Why nurturing friendships outside of marriage are good for you.

When was the last time you or your spouse spent separate time with your own friends? Maybe it's a phone call to catch up or weekend away. Maybe it's a weekly occurrence or seems like a rare treat. Wherever you fall right now, the fact is that nurturing outside friendships is good for you – and your marriage. Here are a few reasons why.

You'll find fulfillment that allows you to bring more to your marriage.
You probably have interests, hobbies, and passions that your spouse doesn't share. Maybe you're feeling burnt out from the responsibilities of work or home life and need some time to recharge your batteries. Connecting with good friends and investing in those friendships can boost us in ways we didn't know we needed. It provides an additional outlet to pursuing things that keep us growing and evolving, filling your cup so that you're energized and ready to bring your full self to your relationship.

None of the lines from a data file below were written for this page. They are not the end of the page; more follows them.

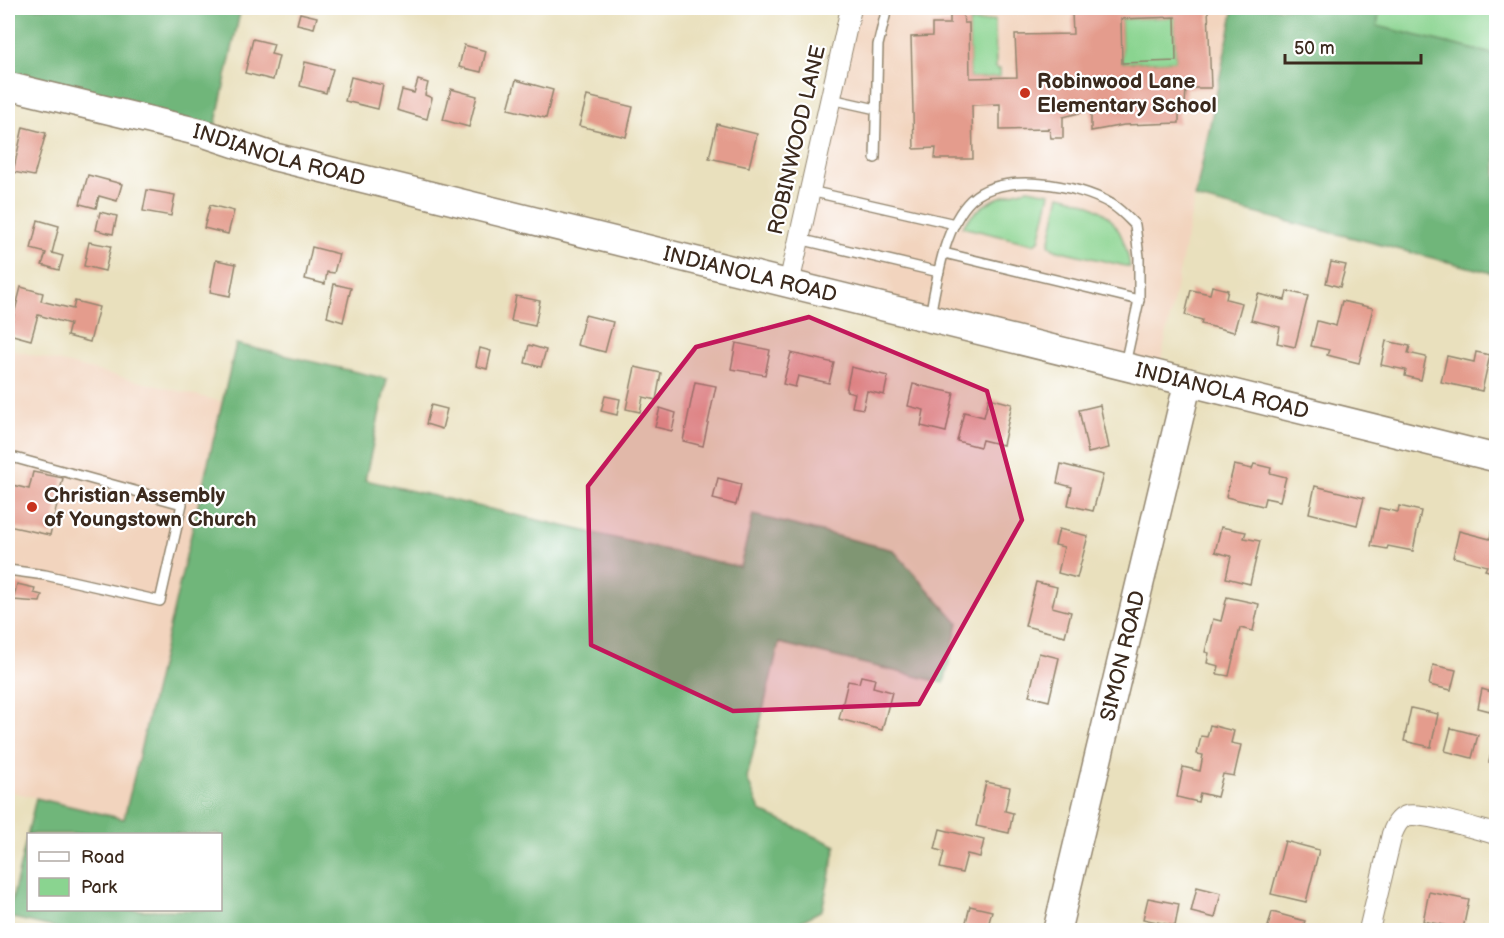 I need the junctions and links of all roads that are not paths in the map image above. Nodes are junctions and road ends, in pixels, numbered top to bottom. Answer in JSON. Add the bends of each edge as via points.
{"nodes":[{"id":1,"x":851,"y":8,"type":"edge"},
{"id":2,"x":886,"y":8,"type":"edge"},
{"id":3,"x":8,"y":86,"type":"edge"},
{"id":4,"x":831,"y":99,"type":"junction"},
{"id":5,"x":876,"y":109,"type":"junction"},
{"id":6,"x":875,"y":158,"type":"dead end"},
{"id":7,"x":810,"y":191,"type":"junction"},
{"id":8,"x":956,"y":224,"type":"junction"},
{"id":9,"x":799,"y":239,"type":"junction"},
{"id":10,"x":944,"y":253,"type":"junction"},
{"id":11,"x":939,"y":272,"type":"junction"},
{"id":12,"x":789,"y":284,"type":"junction"},
{"id":13,"x":1140,"y":300,"type":"junction"},
{"id":14,"x":930,"y":318,"type":"junction"},
{"id":15,"x":1124,"y":367,"type":"junction"},
{"id":16,"x":1188,"y":382,"type":"junction"},
{"id":17,"x":8,"y":456,"type":"edge"},
{"id":18,"x":1497,"y":458,"type":"edge"},
{"id":19,"x":8,"y":570,"type":"edge"},
{"id":20,"x":1497,"y":834,"type":"edge"},
{"id":21,"x":1057,"y":930,"type":"edge"},
{"id":22,"x":1370,"y":930,"type":"edge"}],
"edges":[{"from":1,"to":4,"type":"street","name":"ROBINWOOD LANE"},
{"from":2,"to":5,"type":"lane","via":[[878,45]]},
{"from":3,"to":12,"type":"street","name":"INDIANOLA ROAD","via":[[203,133],[275,157]]},
{"from":4,"to":5,"type":"lane"},
{"from":4,"to":7,"type":"street","name":"ROBINWOOD LANE"},
{"from":5,"to":6,"type":"lane"},
{"from":7,"to":8,"type":"lane"},
{"from":7,"to":9,"type":"street","name":"ROBINWOOD LANE"},
{"from":8,"to":10,"type":"lane"},
{"from":8,"to":13,"type":"lane","via":[[971,200],[997,186],[1032,182],[1112,204],[1135,225]]},
{"from":9,"to":11,"type":"lane"},
{"from":9,"to":12,"type":"street","name":"ROBINWOOD LANE"},
{"from":10,"to":11,"type":"lane"},
{"from":10,"to":13,"type":"lane"},
{"from":11,"to":14,"type":"lane"},
{"from":12,"to":14,"type":"street","name":"INDIANOLA ROAD"},
{"from":13,"to":15,"type":"lane"},
{"from":14,"to":15,"type":"street","name":"INDIANOLA ROAD"},
{"from":15,"to":16,"type":"street","name":"INDIANOLA ROAD"},
{"from":16,"to":18,"type":"street","name":"INDIANOLA ROAD"},
{"from":16,"to":21,"type":"street","name":"SIMON ROAD"},
{"from":17,"to":19,"type":"lane","via":[[182,504],[160,601]]},
{"from":20,"to":22,"type":"street","via":[[1424,816],[1406,816],[1399,821],[1392,834]]}]}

You'll practice relationship skills.
Empathy, respect, emotional intelligence, being a good listener. You try to practice all of these things in your friendships, right? Now think about your marriage. We should put effort into these same skills with our spouse, but for some reason, they tend to get the short end of the stick. Whether it's because we're so comfortable with them or we're simply around them so much more, we can get a little lazy in terms of treating them with the same regard we offer a good friend. Nurturing outside friendships gives us the opportunity to keep these relational skills fresh and carry them over into our marriage when we need the extra reminder.

You'll gain new perspectives.
Whether it's their view on current events or a challenge you're facing with a coworker, friends can help you see things through a different lens, giving you a more well-rounded perspective. They can offer insight and advice that your spouse just might not be able to provide in a certain situations, or maybe that you're just not able to hear. Applied to your marriage, being open to new perspectives is crucial when it comes to handling conflicts, navigating a compromise, or simply problem-solving an issue you're facing together.

You'll maintain your own sense of identity.
In a healthy marriage, there is a balance between "I" and "we", between time spent together and time spent apart. Outside friendships helps you achieve that. You'll both be able to pursue separate interests and adventures with your friends, and come back together with new stories and experiences to share with each other. You'll be better able to grow and evolve as individuals allowing you to bring your best selves to a dynamic couple relationship, instead of falling into co-dependent patterns.

A caveat
When we talk about investing in friendships outside of our marriage, we mean healthy friendships, not toxic ones. Good friends are supportive of you and your marriage, honor your relationship with your spouse, align with your values, and contribute to your life in a positive way.

A tip
Supporting each other in nurturing friendships is key. You might need to have a conversation about what balance feels like in terms of each of you spending time separate time with friends. It you have children, there's a lot more coordination involved, so communication is critical.

Sometimes we might say our spouse is our "everything", but they can't be our only thing. When we put that sort of pressure on ourselves or each other, it can feel paralyzing or constricting. This often results in the opposite of the intended effect as we're less able to focus our energy in the right places to truly be the partner our spouse needs. That's why cultivating friendships outside of marriage is such an important part of enriching yourselves as individuals – and ultimately enriching your relationship.